## PROBLEM REQUIREMENTS
Leave every picture out. Set down all the lines below exactly.

## DATA RECORDS

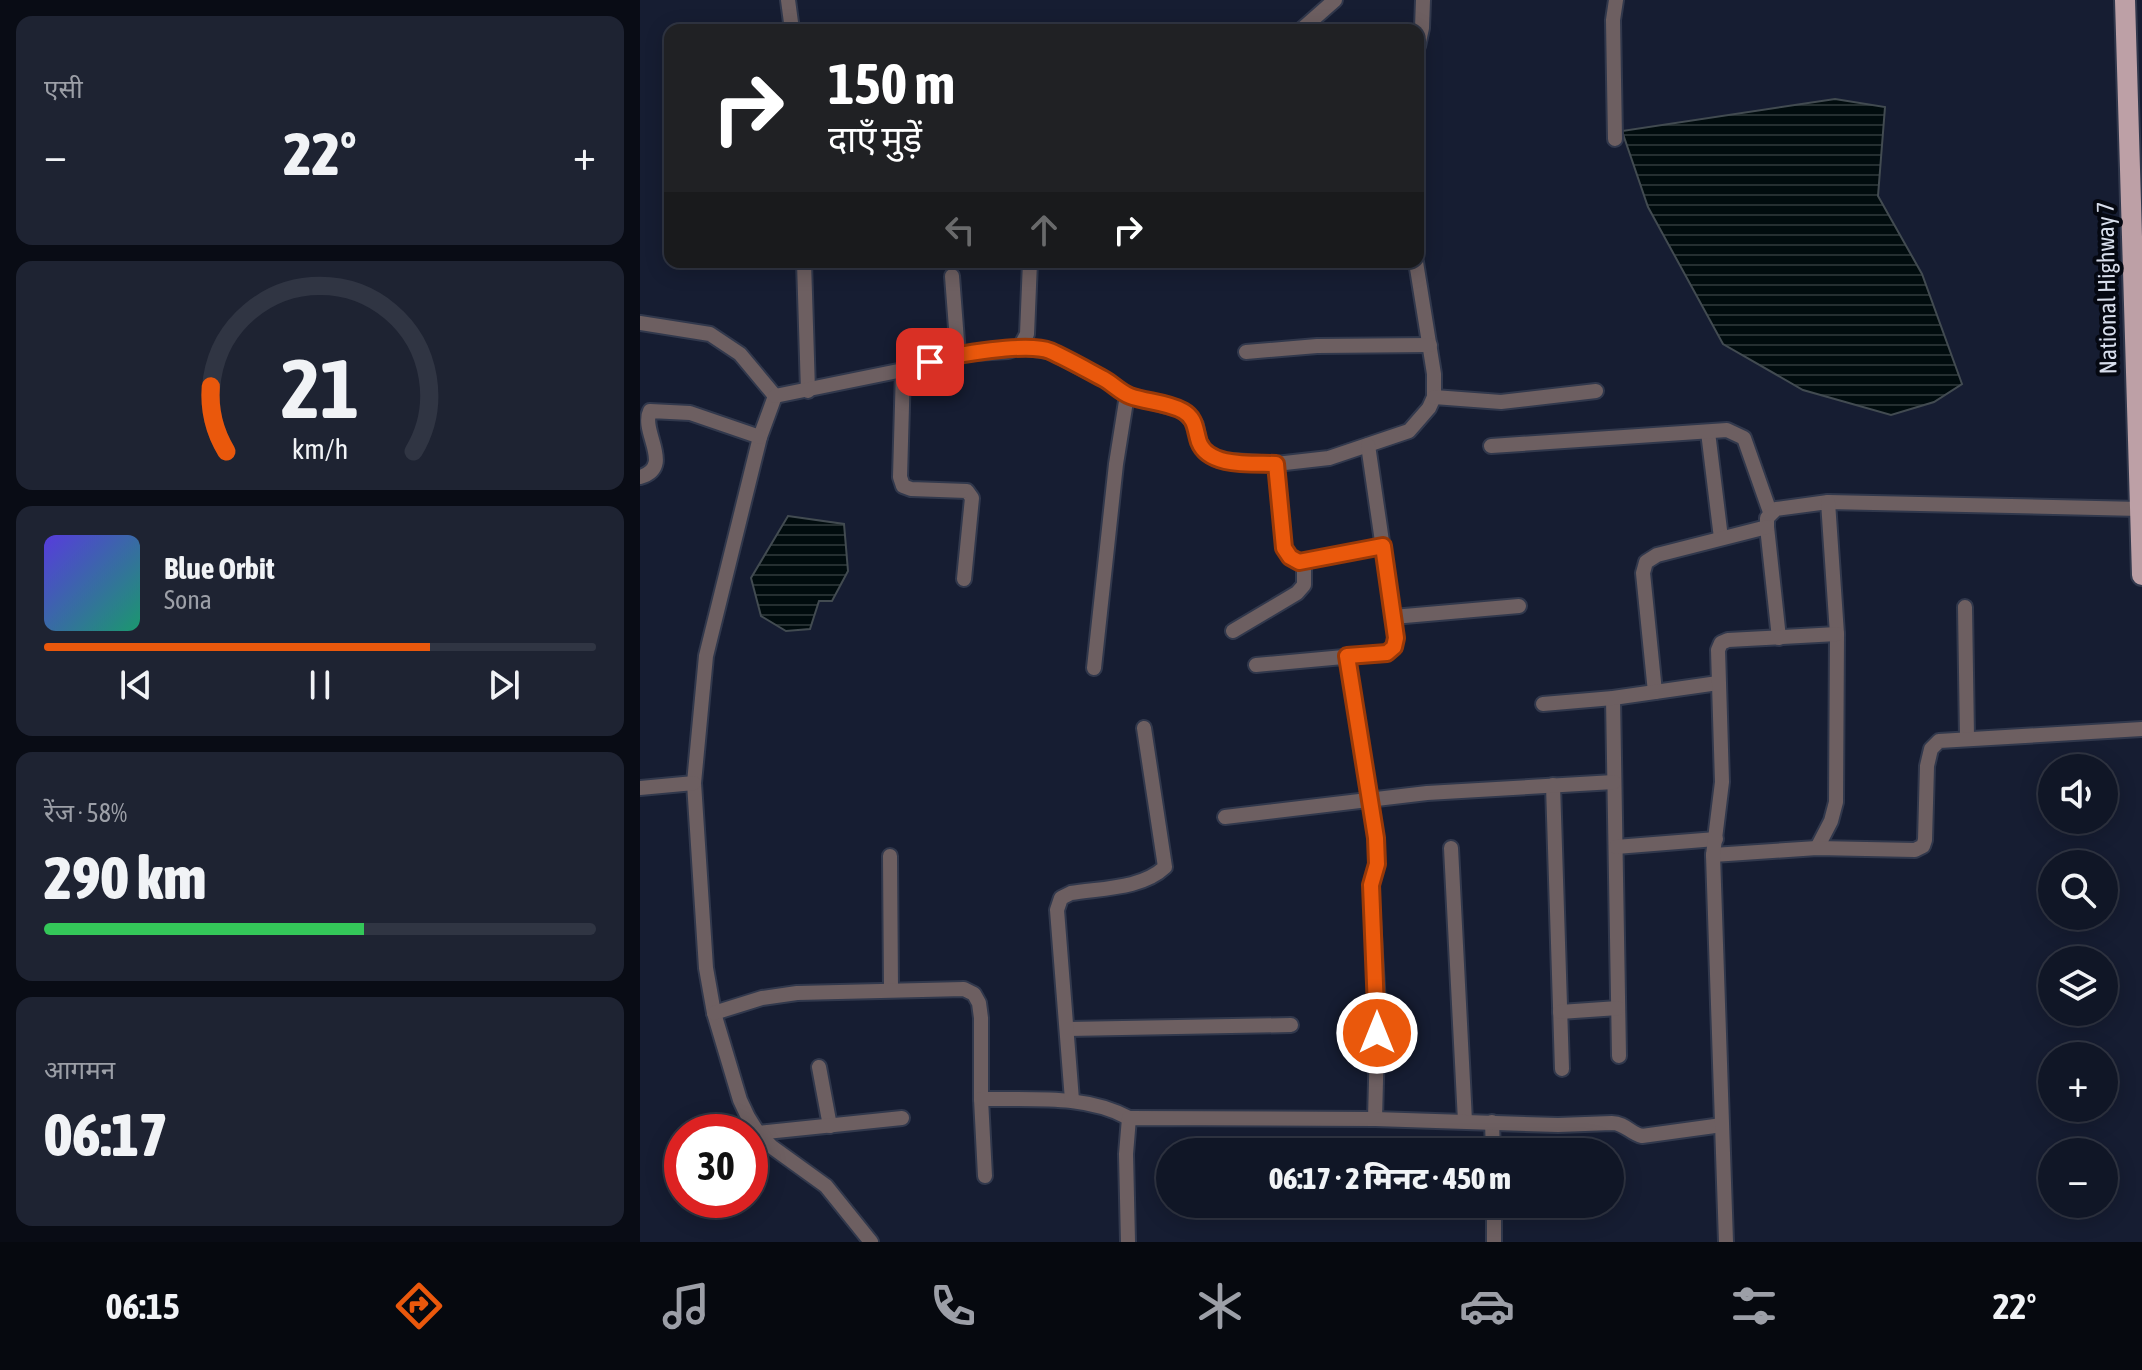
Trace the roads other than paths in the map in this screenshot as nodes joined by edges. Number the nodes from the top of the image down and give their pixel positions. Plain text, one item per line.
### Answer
1 (788, 0) edge
2 (1335, 0) edge
3 (1423, 0) edge
4 (1616, 0) edge
5 (2131, 7) edge
6 (791, 24) edge
7 (1308, 24) edge
8 (1422, 24) edge
9 (1615, 139) dead end
10 (2136, 185) edge
11 (804, 268) edge
12 (1030, 268) edge
13 (1417, 268) edge
14 (952, 276) dead end
15 (640, 323) edge
16 (1430, 345) junction
17 (1020, 347) junction
18 (1246, 352) dead end
19 (958, 354) junction
20 (903, 370) junction
21 (808, 391) junction
22 (1596, 391) dead end
23 (1127, 395) junction
24 (775, 396) junction
25 (1434, 397) junction
26 (1708, 432) junction
27 (760, 437) junction
28 (1368, 445) junction
29 (1491, 446) dead end
30 (1276, 464) junction
31 (640, 477) edge
32 (1828, 502) junction
33 (2140, 509) edge
34 (1769, 520) junction
35 (1721, 538) junction
36 (1383, 546) junction
37 (1304, 561) junction
38 (2142, 575) edge
39 (964, 579) dead end
40 (1519, 606) dead end
41 (1965, 607) dead end
42 (1393, 617) junction
43 (1233, 631) dead end
44 (1837, 634) junction
45 (1779, 638) junction
46 (1347, 656) junction
47 (1256, 665) dead end
48 (1094, 668) dead end
49 (1718, 683) junction
50 (1655, 692) junction
51 (1613, 698) junction
52 (1543, 704) dead end
53 (1144, 728) dead end
54 (2142, 729) edge
55 (1967, 738) junction
56 (1614, 782) junction
57 (694, 783) junction
58 (1553, 785) junction
59 (640, 788) edge
60 (1369, 799) junction
61 (1225, 817) dead end
62 (1716, 839) junction
63 (1616, 847) junction
64 (1451, 848) dead end
65 (1817, 848) junction
66 (1713, 855) junction
67 (890, 856) dead end
68 (891, 989) junction
69 (1618, 1008) junction
70 (1560, 1012) junction
71 (714, 1013) junction
72 (1291, 1025) dead end
73 (1068, 1029) junction
74 (1619, 1056) dead end
75 (819, 1067) dead end
76 (1562, 1069) dead end
77 (981, 1099) junction
78 (1072, 1100) junction
79 (748, 1114) edge
80 (902, 1118) dead end
81 (1129, 1118) junction
82 (1375, 1119) junction
83 (1465, 1121) junction
84 (1492, 1122) junction
85 (1722, 1125) junction
86 (830, 1126) junction
87 (768, 1132) edge
88 (1493, 1138) edge
89 (768, 1143) edge
90 (985, 1176) dead end
91 (1494, 1218) edge
92 (871, 1242) edge
93 (1128, 1242) edge
94 (1494, 1242) edge
95 (1726, 1242) edge

1 - 6 street
2 - 7 street
3 - 8 street
4 - 9 street
5 - 10 main road, National Highway 7
10 - 33 main road, National Highway 7
11 - 21 street
12 - 17 street
13 - 16 street
14 - 19 street
15 - 24 street
16 - 18 street
16 - 25 street
17 - 19 street
17 - 23 street
19 - 20 street
20 - 21 street
20 - 39 street
21 - 24 street
22 - 25 street
23 - 30 street
23 - 48 street
24 - 27 street
25 - 28 street
26 - 29 street
26 - 34 street
26 - 35 street
27 - 31 street
27 - 57 street
28 - 30 street
28 - 36 street
30 - 37 street
32 - 33 street
32 - 34 street
32 - 44 street
33 - 38 main road, National Highway 7
34 - 35 street
34 - 45 street
35 - 50 street
36 - 37 street
36 - 42 street
37 - 43 street
40 - 42 street
41 - 55 street
42 - 46 street
44 - 45 street
44 - 65 street
45 - 49 street
46 - 47 street
46 - 60 street
49 - 50 street
49 - 62 street
50 - 51 street
51 - 52 street
51 - 56 street
53 - 73 street
54 - 55 street
55 - 65 street
56 - 58 street
56 - 63 street
57 - 59 street
57 - 71 street
58 - 60 street
58 - 70 street
60 - 61 street
60 - 82 street
62 - 63 street
62 - 66 street
63 - 69 street
64 - 83 street
65 - 66 street
66 - 85 street
67 - 68 street
68 - 71 street
68 - 77 street
69 - 70 street
69 - 74 street
70 - 76 street
71 - 79 street
72 - 73 street
73 - 78 street
75 - 86 street
77 - 78 street
77 - 90 street
78 - 81 street
80 - 86 street
81 - 82 street
81 - 93 street
82 - 83 street
83 - 84 street
84 - 85 street
84 - 88 street
85 - 95 street
86 - 87 street
89 - 92 street
91 - 94 street

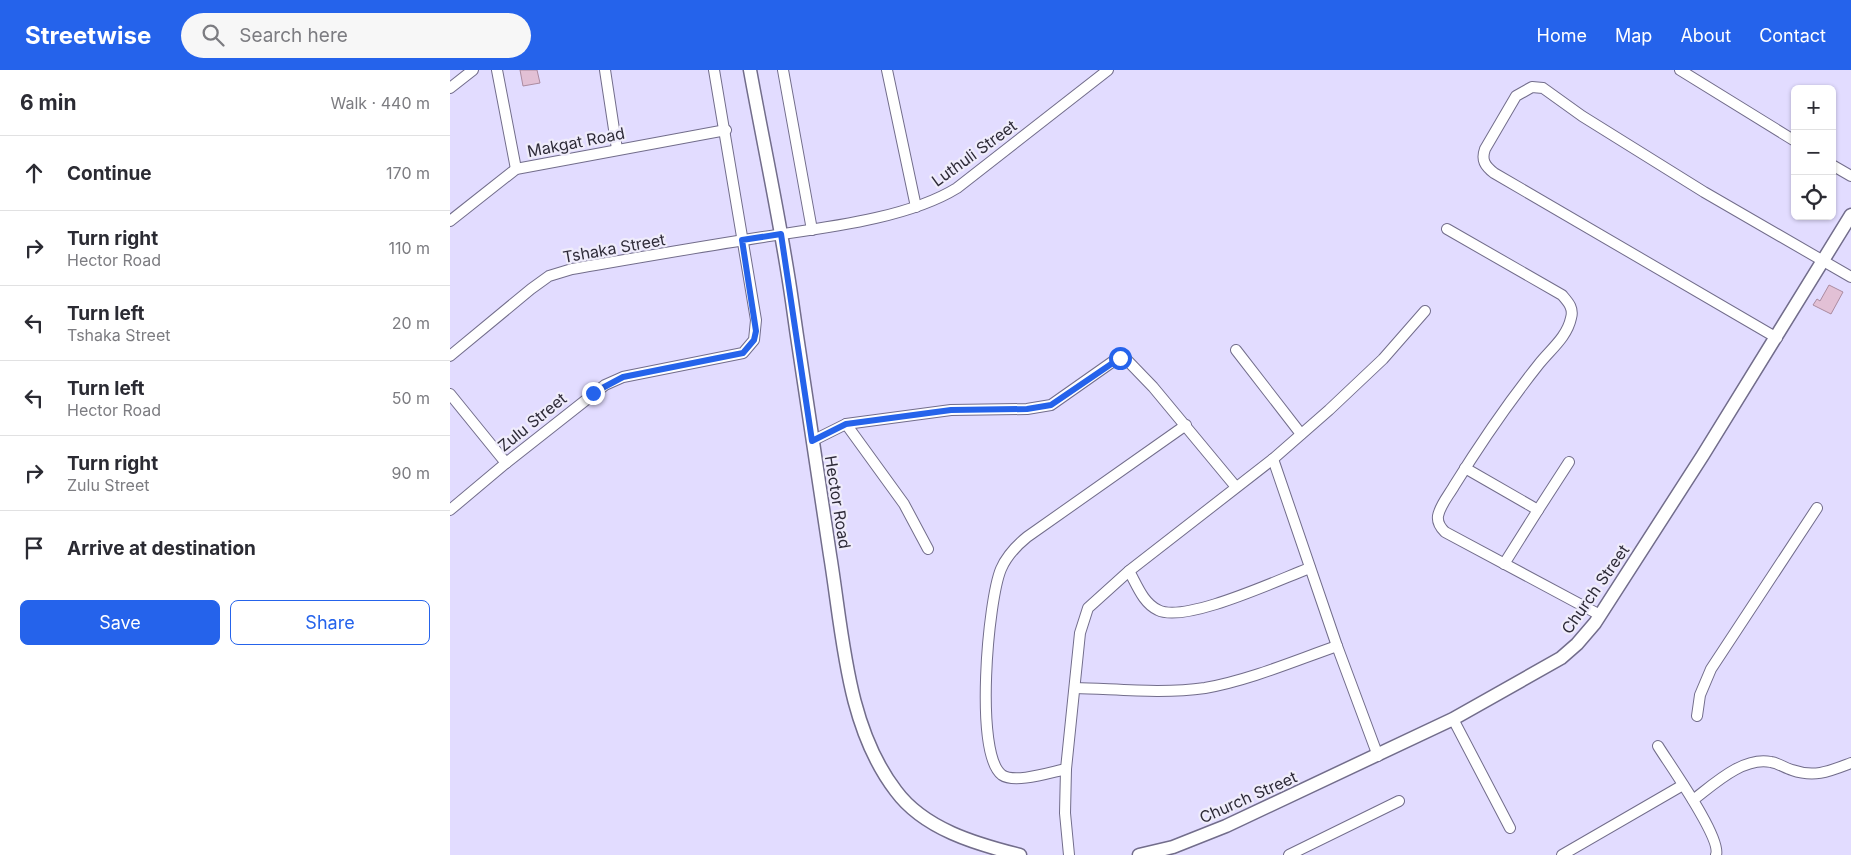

## ANSWER FOR THE TASK
Trace the roads other than paths in the map in this screenshot as nodes joined by edges. Number the nodes from the top of the image down and give their pixel positions. Plain text, one item per line.
### Answer
1 (788, 0) edge
2 (1335, 0) edge
3 (1423, 0) edge
4 (1616, 0) edge
5 (2131, 7) edge
6 (791, 24) edge
7 (1308, 24) edge
8 (1422, 24) edge
9 (1615, 139) dead end
10 (2136, 185) edge
11 (804, 268) edge
12 (1030, 268) edge
13 (1417, 268) edge
14 (952, 276) dead end
15 (640, 323) edge
16 (1430, 345) junction
17 (1020, 347) junction
18 (1246, 352) dead end
19 (958, 354) junction
20 (903, 370) junction
21 (808, 391) junction
22 (1596, 391) dead end
23 (1127, 395) junction
24 (775, 396) junction
25 (1434, 397) junction
26 (1708, 432) junction
27 (760, 437) junction
28 (1368, 445) junction
29 (1491, 446) dead end
30 (1276, 464) junction
31 (640, 477) edge
32 (1828, 502) junction
33 (2140, 509) edge
34 (1769, 520) junction
35 (1721, 538) junction
36 (1383, 546) junction
37 (1304, 561) junction
38 (2142, 575) edge
39 (964, 579) dead end
40 (1519, 606) dead end
41 (1965, 607) dead end
42 (1393, 617) junction
43 (1233, 631) dead end
44 (1837, 634) junction
45 (1779, 638) junction
46 (1347, 656) junction
47 (1256, 665) dead end
48 (1094, 668) dead end
49 (1718, 683) junction
50 (1655, 692) junction
51 (1613, 698) junction
52 (1543, 704) dead end
53 (1144, 728) dead end
54 (2142, 729) edge
55 (1967, 738) junction
56 (1614, 782) junction
57 (694, 783) junction
58 (1553, 785) junction
59 (640, 788) edge
60 (1369, 799) junction
61 (1225, 817) dead end
62 (1716, 839) junction
63 (1616, 847) junction
64 (1451, 848) dead end
65 (1817, 848) junction
66 (1713, 855) junction
67 (890, 856) dead end
68 (891, 989) junction
69 (1618, 1008) junction
70 (1560, 1012) junction
71 (714, 1013) junction
72 (1291, 1025) dead end
73 (1068, 1029) junction
74 (1619, 1056) dead end
75 (819, 1067) dead end
76 (1562, 1069) dead end
77 (981, 1099) junction
78 (1072, 1100) junction
79 (748, 1114) edge
80 (902, 1118) dead end
81 (1129, 1118) junction
82 (1375, 1119) junction
83 (1465, 1121) junction
84 (1492, 1122) junction
85 (1722, 1125) junction
86 (830, 1126) junction
87 (768, 1132) edge
88 (1493, 1138) edge
89 (768, 1143) edge
90 (985, 1176) dead end
91 (1494, 1218) edge
92 (871, 1242) edge
93 (1128, 1242) edge
94 (1494, 1242) edge
95 (1726, 1242) edge

1 - 6 street
2 - 7 street
3 - 8 street
4 - 9 street
5 - 10 main road, National Highway 7
10 - 33 main road, National Highway 7
11 - 21 street
12 - 17 street
13 - 16 street
14 - 19 street
15 - 24 street
16 - 18 street
16 - 25 street
17 - 19 street
17 - 23 street
19 - 20 street
20 - 21 street
20 - 39 street
21 - 24 street
22 - 25 street
23 - 30 street
23 - 48 street
24 - 27 street
25 - 28 street
26 - 29 street
26 - 34 street
26 - 35 street
27 - 31 street
27 - 57 street
28 - 30 street
28 - 36 street
30 - 37 street
32 - 33 street
32 - 34 street
32 - 44 street
33 - 38 main road, National Highway 7
34 - 35 street
34 - 45 street
35 - 50 street
36 - 37 street
36 - 42 street
37 - 43 street
40 - 42 street
41 - 55 street
42 - 46 street
44 - 45 street
44 - 65 street
45 - 49 street
46 - 47 street
46 - 60 street
49 - 50 street
49 - 62 street
50 - 51 street
51 - 52 street
51 - 56 street
53 - 73 street
54 - 55 street
55 - 65 street
56 - 58 street
56 - 63 street
57 - 59 street
57 - 71 street
58 - 60 street
58 - 70 street
60 - 61 street
60 - 82 street
62 - 63 street
62 - 66 street
63 - 69 street
64 - 83 street
65 - 66 street
66 - 85 street
67 - 68 street
68 - 71 street
68 - 77 street
69 - 70 street
69 - 74 street
70 - 76 street
71 - 79 street
72 - 73 street
73 - 78 street
75 - 86 street
77 - 78 street
77 - 90 street
78 - 81 street
80 - 86 street
81 - 82 street
81 - 93 street
82 - 83 street
83 - 84 street
84 - 85 street
84 - 88 street
85 - 95 street
86 - 87 street
89 - 92 street
91 - 94 street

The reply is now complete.